Stephanie-we all love you, and are so sorry for your loss...
Excerpted from NPR below:
A Soldier's View
A sampling of the photographs taken by Cpl. Jason Bogar while on his three tours of duty:
Morning Edition, July 22, 2008 · When Cpl. Jason Bogar was killed in action July 13 in Afghanistan, he left behind a family in Seattle — and a wide-ranging record of his tours of duty. Bogar took numerous photos and videos of his work and of the families he met in Iraq and Afghanistan.
Bogar, who was 25, had already served one tour in Iraq when he was first deployed to Afghanistan. On Sunday, July 13, about 200 Taliban fighters breached a remote NATO compound in Kunar Province, Afghanistan. Nine U.S. soldiers were killed in the attack, the deadliest assault on U.S. forces in Afghanistan in three years.
That day, Bogar's family was notified that he'd been killed in action. Soon after, they flipped through photos he'd sent home from his three tours of Iraq and Afghanistan.

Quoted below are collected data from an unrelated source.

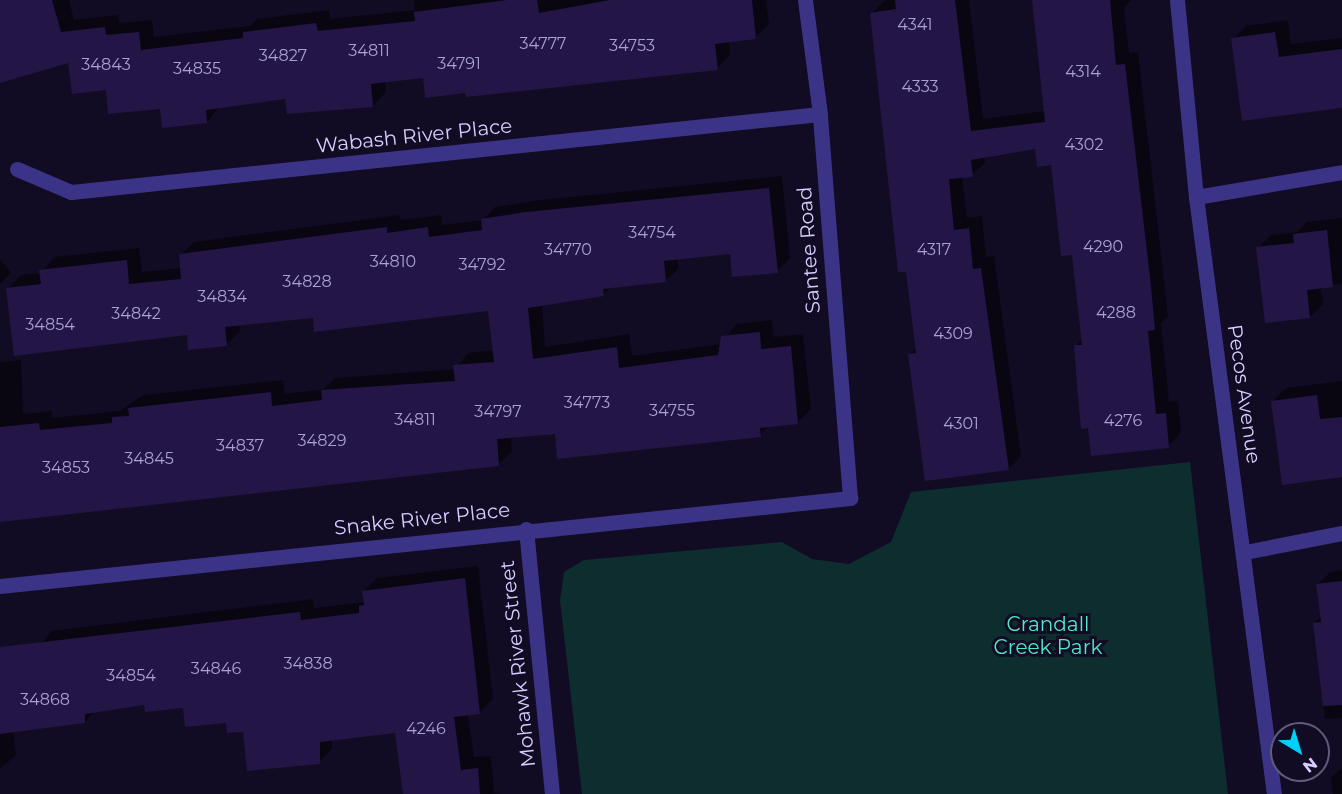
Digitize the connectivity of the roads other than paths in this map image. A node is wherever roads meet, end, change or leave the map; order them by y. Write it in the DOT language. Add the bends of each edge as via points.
graph roads {
  1 [pos="805,0"];
  2 [pos="1177,0"];
  3 [pos="820,114"];
  4 [pos="17,169"];
  5 [pos="1342,172"];
  6 [pos="1196,197"];
  7 [pos="850,498"];
  8 [pos="526,530"];
  9 [pos="1342,533"];
  10 [pos="1245,552"];
  11 [pos="0,586"];
  12 [pos="552,794"];
  13 [pos="1274,794"];
  1 -- 3 [label="street, Santee Road"];
  2 -- 6 [label="street, Pecos Avenue"];
  3 -- 4 [label="street, Wabash River Place" via="71,192"];
  3 -- 7 [label="street, Santee Road"];
  5 -- 6 [label="street"];
  6 -- 10 [label="street, Pecos Avenue"];
  7 -- 8 [label="street, Snake River Place"];
  8 -- 11 [label="street, Snake River Place"];
  8 -- 12 [label="street, Mohawk River Street"];
  9 -- 10 [label="street"];
  10 -- 13 [label="street, Pecos Avenue"];
}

Most of the images aren't of Bogar. They're portraits of Afghan children, many of them with eyes rimmed black with kohl that stare right into yours. In others, women peer suspiciously through jewel-colored headscarves. A baby clutches a fistful of his mother's pleated burqa in his dimpled fist.
"This is the razor wire that they would put around the encampment, and then two women in their burqas, almost like blue ghosts," Bogar's father, Michael Bogar, says of one picture.
"As he talked to my ex-wife, he said that he felt like sometimes he would see the women there and think it seemed like they were in bondage."
The elder Bogar, an interdenominational minister, says that his son was always artistic but that he was also unfocused and got into trouble as a teenager.
Jason Bogar enlisted when he was 17. He went to basic training right before the Sept. 11, 2001, attacks. He discovered photography during his first tour in Baghdad in 2003. After he got home, he volunteered twice to go to Afghanistan.
"There's an e-mail here, it's the second-to-the-last one he sent, from June 1, 2008," Michael Bogar says.
Reading from it, he quotes his son: " 'I really feel this is what I'm supposed to be doing. Some of the guys call me an idealist. But I do respect and want to help the little good that's left amongst this culture.' "
Stephanie Bell was a sort of stepmom to Jason Bogar — she was his dad's partner for five years. She says Bogar expanded from still photography to videography, even wearing a helmet-cam on his patrols. He showed them videos of what war really looked like.
"One thing that sticks in my mind was his joy of showing his work. And kind of just the joy in being able to create something beautiful and also say something at the same time and explain his work and have it seen."
Bell says that as serious as Bogar was about the military and his art, he could still act like a rambunctious kid.
"He would jump up behind me and scare me," she says, "and I would get upset when he would do that. And then, you know, you can't stay mad at him for very long. He would have me in laughter in a few seconds."
Before Bogar's last deployment, his father had been reading about what was happening in Afghanistan and how the Taliban were regaining strength in Pakistan. They talked about it in the backyard right before he left.
"And I gave him a big hug and said, 'Jason, I don't want you to go,' and started weeping. And he kind of looked at me a little bit frightened ... and he said, 'You OK?' And I said, 'No, I'm not OK.'
"I said, 'I'm really, really, really sad.' And he smiled and he said, 'Well, I guess that's a good thing,' and gave me this beautiful smile, like, 'That means you love me, doesn't it, Dad?' And it's like, yeah. Yeah."
Michael Bogar says Jason had started to enroll in art school. He wanted to travel the world, capturing stories of the cultures he encountered through film.